Но Туран не отпустил, зато дал подзатыльник, чтоб не вырывался. Наклонив голову брата влево, вправо, потом вперед и назад, внимательно осмотрел кожу. И вправду — сыпь под кадыком и немножко за ухом. Но из-за такой ерунды ехать к Знахарке? Странно как-то…
— Батя сказал — обязательно едем вдвоем. И к матери перед дорогой велел зайти.

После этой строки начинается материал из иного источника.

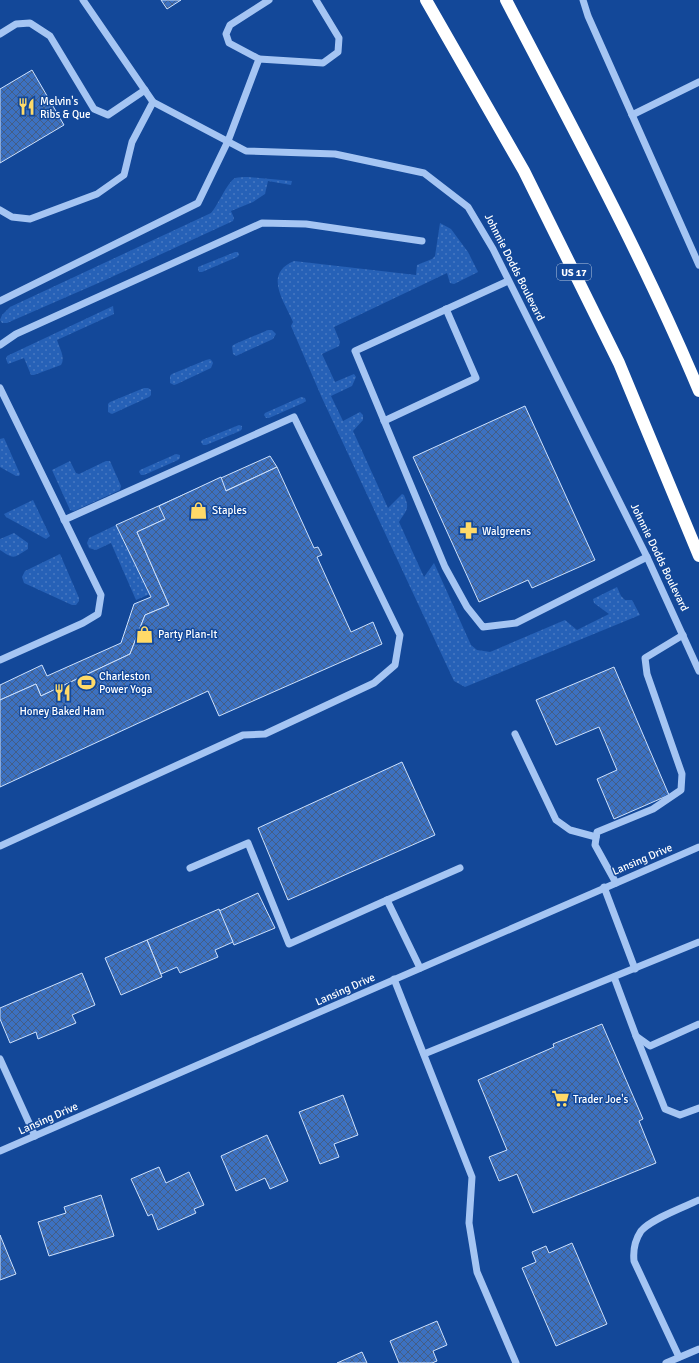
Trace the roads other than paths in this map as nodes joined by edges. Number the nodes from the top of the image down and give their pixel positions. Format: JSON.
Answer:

Мика что- то еще возмущенно бубнил, но Турану было не до него. Прикрыв заднюю дверь, он потащил брата по темным коридорам. Оба они не любили ходить в дальнее крыло дома, в комнату, устланную толстыми коврами, приглушавшими звуки шагов. На полу здесь стояла большая старинная ваза, треснувшая, с облетевшей позолотой, над кроватью висели древние картины в резных рамах. А на самой кровати, под лоскутным одеялом, лежала мать. В комнате всегда было закрыто окно, и всегда горела свеча в блюдце на табурете.
Мама казалась старухой, хотя была на много лет младше отца. Она почти выжила из ума, лихорадка изуродовала ее лицо и иссушила мозг.